There were multiple plays that proved critical to the outcome -- the highly questionable, touchdown-drive-sustaining, roughing-the-passer call on Michael Bennett at the end of the first half comes to mind, as does the third-quarter Jay Ajayi fumble near the goal line. But Minnesota's fumble return for a touchdown in the second quarter was representative of a larger issue for the 2018 Eagles.
On first-and-10 from the Minnesota 31-yard line, defensive end Stephen Weatherly cleanly beat tackle Lane Johnson and dislodged the ball from Wentz. Linval Joseph, at 330 pounds, scooped it up and rumbled 64 yards for the touchdown.
Weatherly entered with one career sack in three NFL seasons. Johnson is widely regarded as the best right tackle in the game. Last year, that play doesn't happen.
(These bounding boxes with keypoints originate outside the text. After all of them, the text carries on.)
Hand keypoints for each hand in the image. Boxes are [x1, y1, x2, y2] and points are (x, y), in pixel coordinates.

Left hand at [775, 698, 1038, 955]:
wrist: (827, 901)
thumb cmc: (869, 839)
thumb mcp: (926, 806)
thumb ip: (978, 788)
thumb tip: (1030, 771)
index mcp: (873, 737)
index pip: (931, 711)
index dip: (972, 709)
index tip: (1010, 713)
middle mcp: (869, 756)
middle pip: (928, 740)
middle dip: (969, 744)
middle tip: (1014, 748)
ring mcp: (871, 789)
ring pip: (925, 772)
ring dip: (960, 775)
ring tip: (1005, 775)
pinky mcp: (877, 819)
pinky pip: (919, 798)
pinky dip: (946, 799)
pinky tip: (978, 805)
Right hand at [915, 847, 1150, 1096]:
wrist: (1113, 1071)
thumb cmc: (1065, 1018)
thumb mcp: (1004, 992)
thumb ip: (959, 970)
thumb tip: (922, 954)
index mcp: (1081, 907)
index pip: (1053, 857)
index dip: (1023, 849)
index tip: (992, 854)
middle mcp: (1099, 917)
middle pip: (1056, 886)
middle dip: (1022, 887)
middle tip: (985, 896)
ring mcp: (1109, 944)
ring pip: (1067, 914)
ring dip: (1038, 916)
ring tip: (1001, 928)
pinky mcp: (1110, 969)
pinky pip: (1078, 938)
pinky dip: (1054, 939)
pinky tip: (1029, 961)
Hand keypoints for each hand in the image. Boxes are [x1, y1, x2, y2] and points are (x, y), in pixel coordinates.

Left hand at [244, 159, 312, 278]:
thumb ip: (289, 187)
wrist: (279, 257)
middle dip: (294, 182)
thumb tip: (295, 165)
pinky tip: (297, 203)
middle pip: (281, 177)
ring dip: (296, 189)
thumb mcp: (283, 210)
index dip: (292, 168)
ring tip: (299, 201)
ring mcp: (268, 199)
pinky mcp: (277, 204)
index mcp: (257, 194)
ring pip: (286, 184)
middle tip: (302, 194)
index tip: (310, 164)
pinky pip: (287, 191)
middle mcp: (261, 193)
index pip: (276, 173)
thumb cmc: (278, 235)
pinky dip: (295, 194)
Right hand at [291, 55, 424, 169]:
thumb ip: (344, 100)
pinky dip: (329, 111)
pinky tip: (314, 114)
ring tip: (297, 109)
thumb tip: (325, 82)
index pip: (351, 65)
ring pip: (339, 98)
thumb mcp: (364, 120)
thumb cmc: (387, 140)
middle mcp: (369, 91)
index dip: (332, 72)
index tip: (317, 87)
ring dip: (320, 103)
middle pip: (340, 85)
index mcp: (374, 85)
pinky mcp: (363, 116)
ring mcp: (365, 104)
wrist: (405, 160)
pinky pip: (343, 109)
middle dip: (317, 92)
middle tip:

But Johnson is not playing up to his abilities, and he is far from alone.
"As far as offensive line, and me personally, I have to pick my game up. I'll bite the bullet on this one," Johnson said.
"The sack I gave up, I thought a blitz was coming off the edge, I over-set and let the end come under. Little stuff. This game is such a fine razor's edge, and that's the way it is. There are no excuses."
The Eagles have scored fewer than 24 points in each of their first five games. This comes a year after they scored 24-plus points in 12 games last season, tied for the most in the NFL.
Call it a Super Bowl hangover. Call it the results of a coaching "brain drain," with Frank Reich and John DeFilippo now in Indianapolis and Minnesota, respectively. However it's labeled, there's no doubt this team lacks the same juice it had a season ago. To this point of the season, anyway.
"I think the level of execution last year was just higher than it is right now," Ertz said. "We can't keep saying that we're just going to turn on a switch like last year. It's a different team, different locker room, different players. You can't just rinse and repeat in the NFL from one year to the next."
Pederson can get up to the lectern this week and reiterate his position: that his Eagles still control their own destiny and that things can turn quickly for them, beginning Thursday night at the New York Giants. He can say that Wentz is just now rounding into form, that the offense started showing a little life late and that there is plenty of runway left to straighten things out. And he'd be pretty much right.
The sky is not falling, and the sun will come up tomorrow. But at this rate, it won't be long until the clouds roll in.
"Moving forward, as dire of a situation as it is, we've still got a lot of football left," Johnson said. "We're in a mess. We're going to keep scratching and clawing and try to get our way out of it."